- The Washington Times - Thursday, February 28, 2013

It’s the kind of risky procrastination that any teenager facing a book-report deadline would recognize.

With $85 billion in mandatory budget cuts due to start kicking in at midnight, President Obama will sit down with congressional leaders at the White House on Friday morning to discuss ways to avoid those cuts. It will be their first face-to-face meeting on the subject, although they’ve known for two months that the deadline was approaching.

Neither side holds out much hope that the meeting will produce a solution. But neither can the participants — Senate Minority Leader Mitch McConnell, Speaker John A. Boehner, Senate Majority Leader Harry Reid and House Minority Leader Nancy Pelosi — afford the political backlash of failing to meet.

Mr.
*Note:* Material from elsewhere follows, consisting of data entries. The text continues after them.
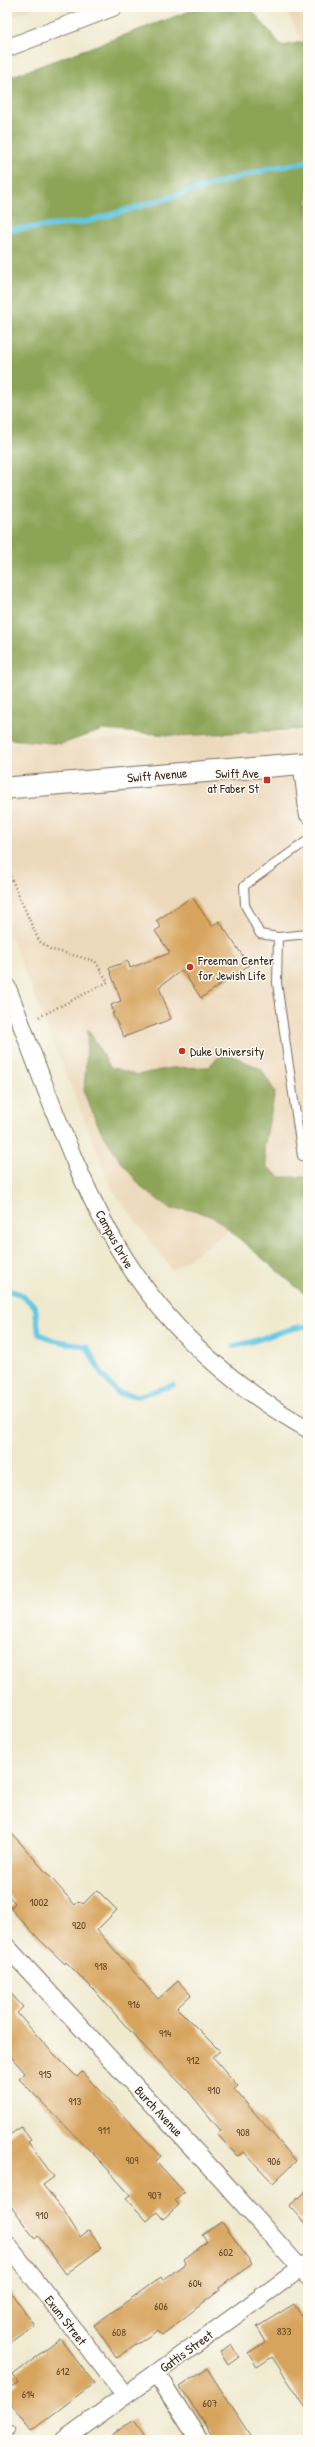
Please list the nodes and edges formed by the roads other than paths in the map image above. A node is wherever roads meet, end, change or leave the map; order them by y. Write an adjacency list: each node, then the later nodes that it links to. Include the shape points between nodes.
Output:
1 (114, 7): 2 (street)
2 (87, 12): 3 (street)
3 (7, 48)
4 (305, 763): 5 (street, Swift Avenue); 6 (street)
5 (7, 788)
6 (308, 814)
7 (308, 840): 9 (lane, via 244,886 245,906 260,934)
8 (308, 934): 9 (lane)
9 (278, 937): 11 (lane, via 277,983 302,1156)
10 (7, 987): 12 (street, Campus Drive, via 90,1194 131,1269 170,1319 210,1359 267,1403)
11 (308, 1158)
12 (308, 1429)
13 (8, 1951): 15 (street, Burch Avenue)
14 (7, 2244): 17 (street, Exum Street)
15 (305, 2269): 16 (street, Gattis Street)
16 (156, 2373): 17 (street, Gattis Street); 19 (street)
17 (125, 2395): 18 (street, Gattis Street)
18 (64, 2440)
19 (199, 2440)

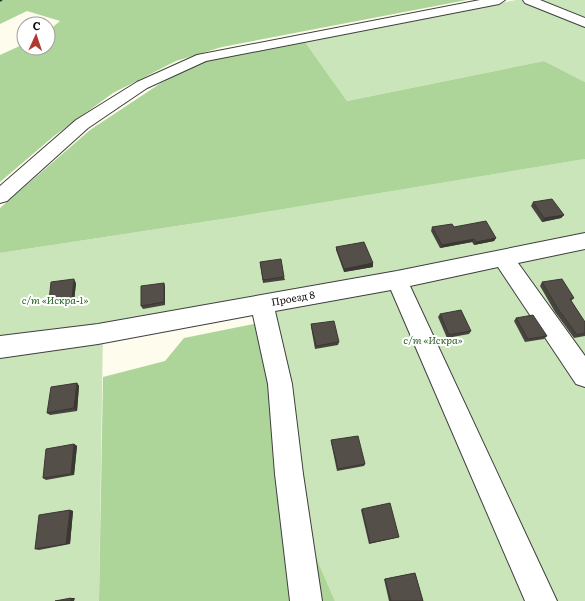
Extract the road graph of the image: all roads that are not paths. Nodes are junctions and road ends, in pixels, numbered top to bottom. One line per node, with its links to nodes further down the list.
1 (499, 0): 4 (street)
2 (529, 0): 3 (street)
3 (585, 23)
4 (0, 196)
5 (585, 241): 6 (street, Проезд 8)
6 (503, 258): 7 (street, Проезд 8); 10 (street)
7 (397, 280): 8 (street, Проезд 8); 12 (street)
8 (262, 303): 9 (street, Проезд 8); 11 (street)
9 (0, 347)
10 (585, 376)
11 (306, 601)
12 (541, 601)

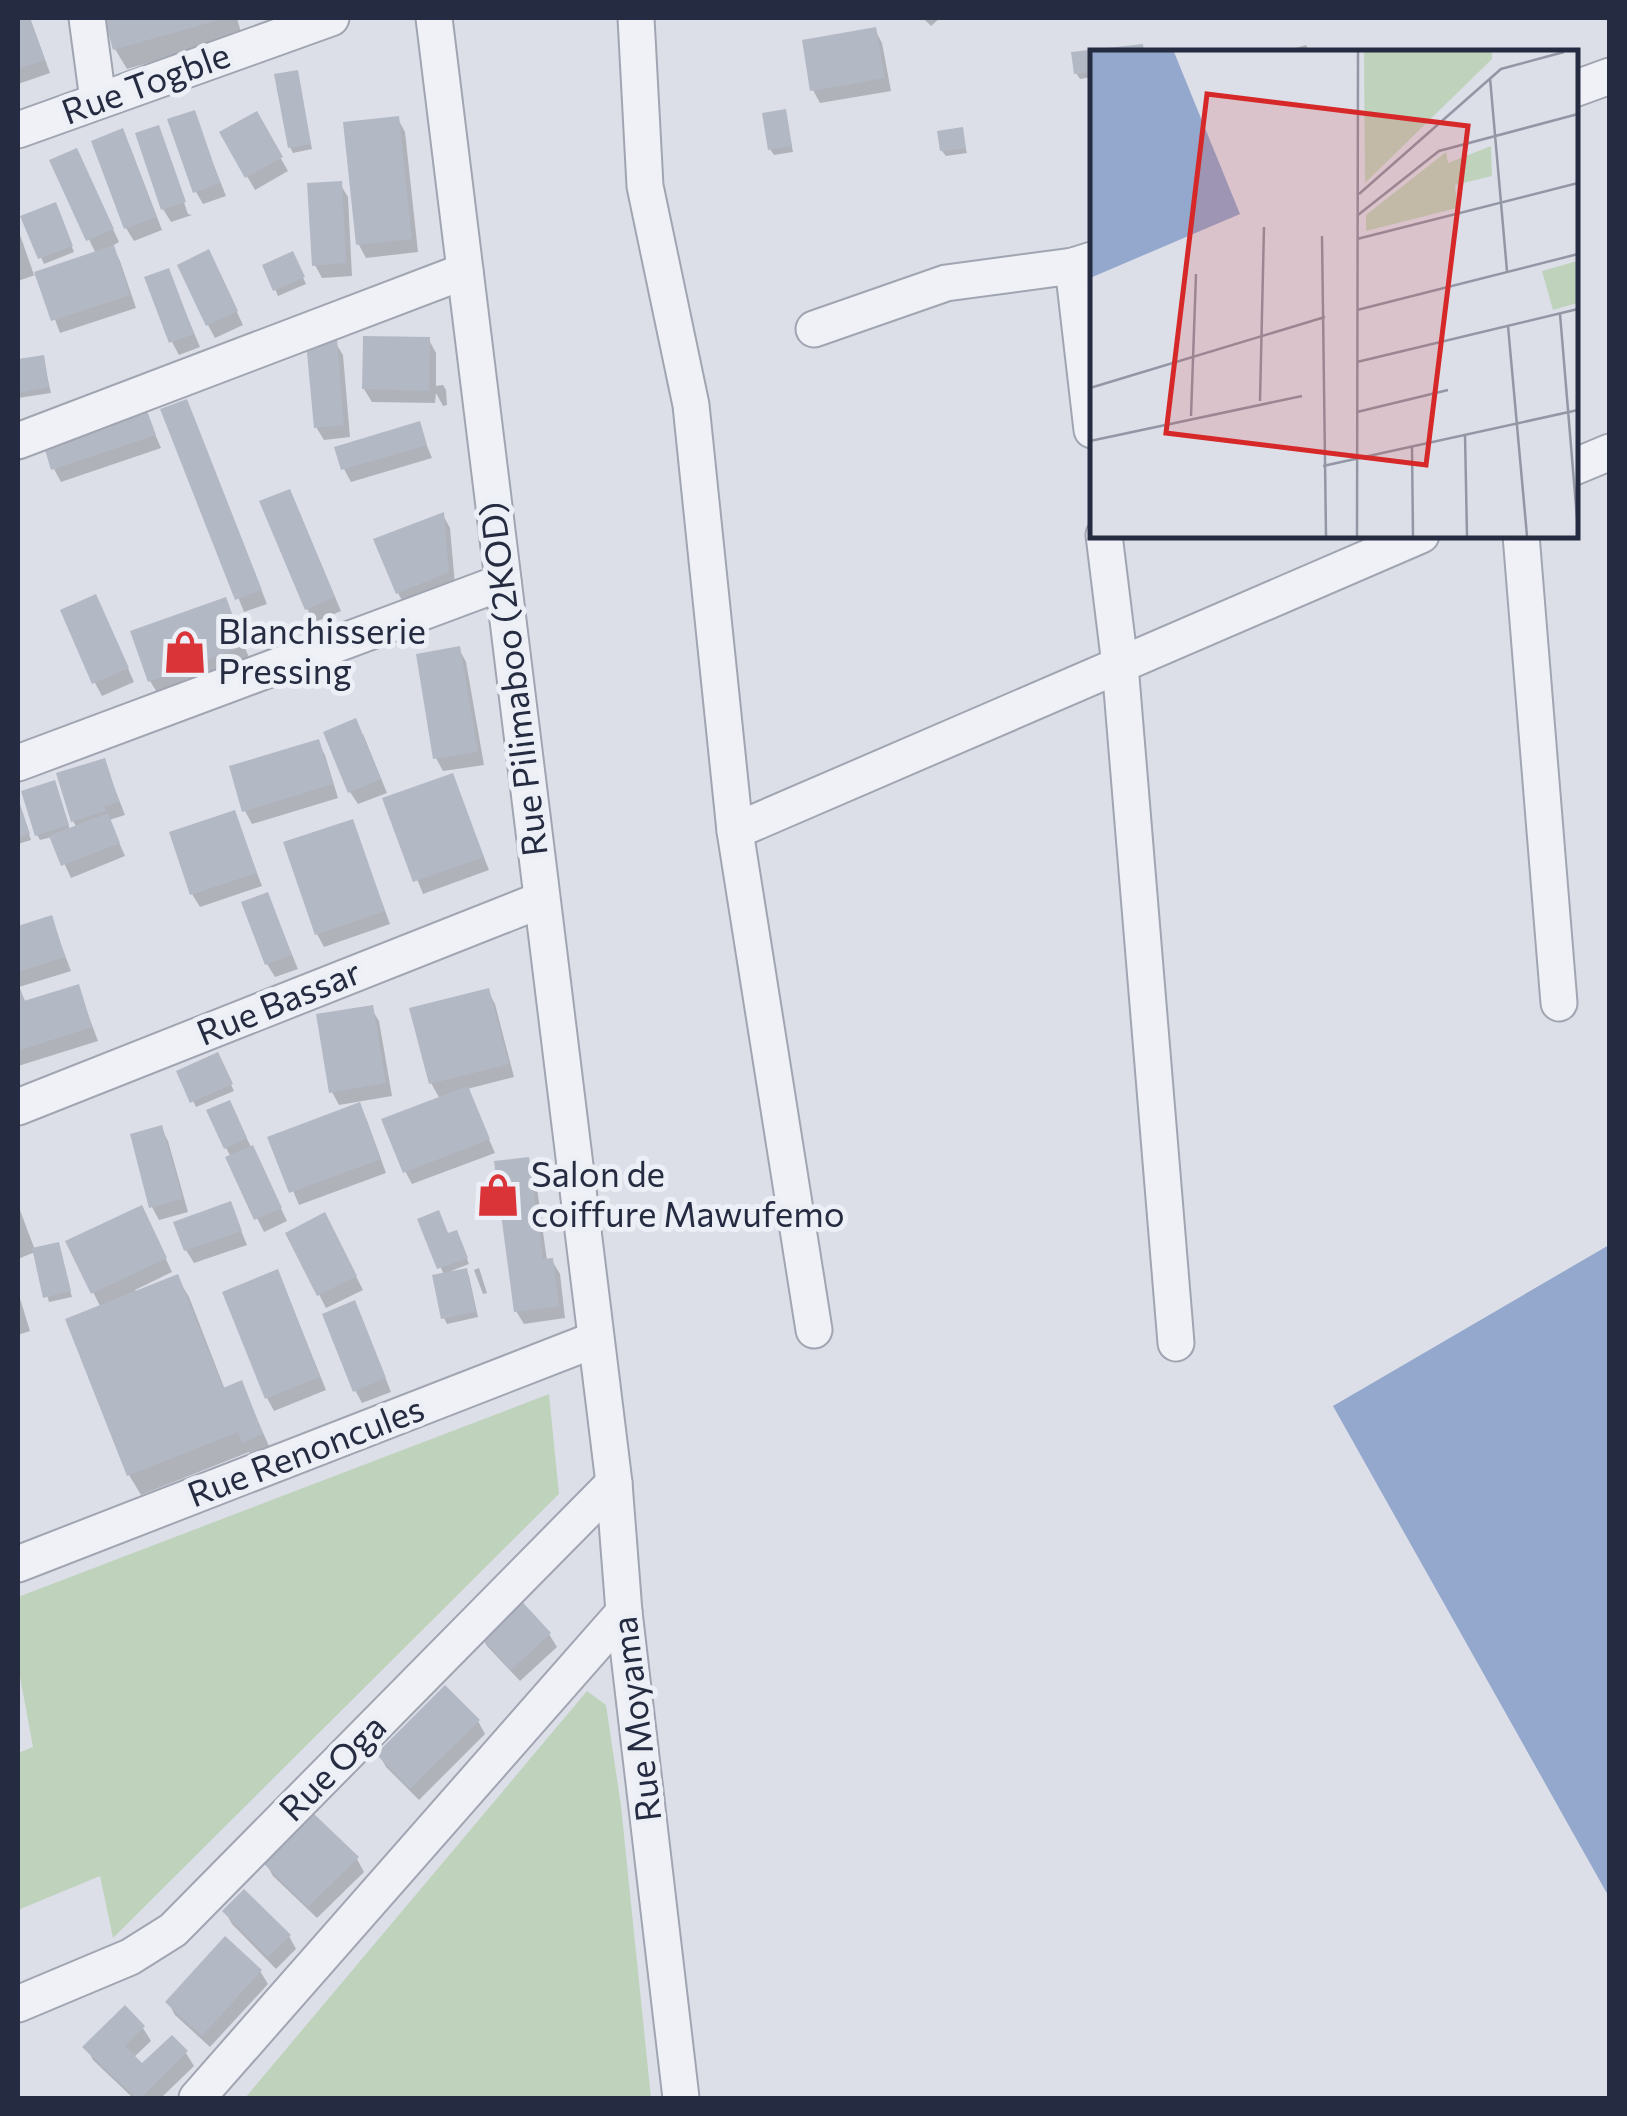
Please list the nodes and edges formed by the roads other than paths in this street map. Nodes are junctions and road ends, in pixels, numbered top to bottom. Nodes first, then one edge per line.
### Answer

McConnell, Kentucky Republican, suggested Thursday that the president’s invitation to meet was too little, too late.

“He finally invited Speaker Boehner and me to discuss the sequester … the day it takes effect,” Mr. McConnell said. “In short, instead of changing as they promised, Washington Democrats are just turning back to the same old campaign-first strategy they’ve employed for years.”

The law mandating the so-called sequester cuts requires the president to sign an order for the across-the-board spending reductions to begin. White House press secretary Jay Carney said unless the parties reach a deal, Mr. Obama would sign such an order sometime before midnight.


SEE ALSO: Sequestration process begins: Congress fails to reach agreement on budget fixes before deadline


“11:59 and 59 seconds, because he’s ever hopeful,” Mr. Carney joked.

The likelihood of the sequester cuts taking effect grew Thursday as both sides repeated their intractable negotiating positions. The White House said it would not accept spending cuts without revenue increases from eliminating certain tax breaks. Republican leaders said they will not agree to raising more tax revenue, and called on the administration to commit to real spending cuts.

“I’m happy to work with the president,” said Mr. Boehner, Ohio Republican. “But the House has done its job.”

The House passed two measures last year that would have replaced the sequester, for example, by sparing the Defense Department from cuts and instead targeting programs such as food stamps. Senate Democrats refused to consider the measures.

Senate Republicans failed in an attempt Thursday to approve a measure that would have given Mr. Obama more discretion in how to impose the cuts. The White House said it would have vetoed the plan.

“No amount of flexibility changes the fact that these severe cuts threaten thousands of middle-class jobs and slash vital services for children, seniors and our troops and military families,” Mr. Carney said.


SEE ALSO: Looking for budget cuts? GOP suggests checking out Obamacare


Mr. Obama is seeking as much as $580 billion in new tax revenue by closing loopholes for mostly wealthy individuals and ending tax breaks for oil companies and others. Republicans say they gave the president enough tax increases in January, when tax rates rose on households earning more than $450,000 per year and payroll taxes increased 2 percent for all wage earners.

Seeking to exert more pressure on Republican lawmakers, the president has been warning the public of dire consequences from the cuts, ranging from long lines at airports to the increased risk of a terrorist attack. Education Secretary Arne Duncan said Thursday that some school districts have already begun to lay off teachers, citing a district in West Virginia, but officials there said Mr. Duncan was mistaken.

As if rehearsing for Friday’s meeting, Mr. McConnell took to the Senate floor Thursday to address the president.

“Surely, you can find a little more than 2 percent to cut from the federal budget,” Mr. McConnell said. “And surely you can do it without raining down a phony Armageddon on American families. They had to find ways to cope with 2 percent less in their paychecks last month after the payroll tax went back up. Why can’t Washington?”

He concluded, “The time for games is over.”

But with negotiators’ first meeting to take place on the same day as the cuts are starting, nobody really believes the games have ended.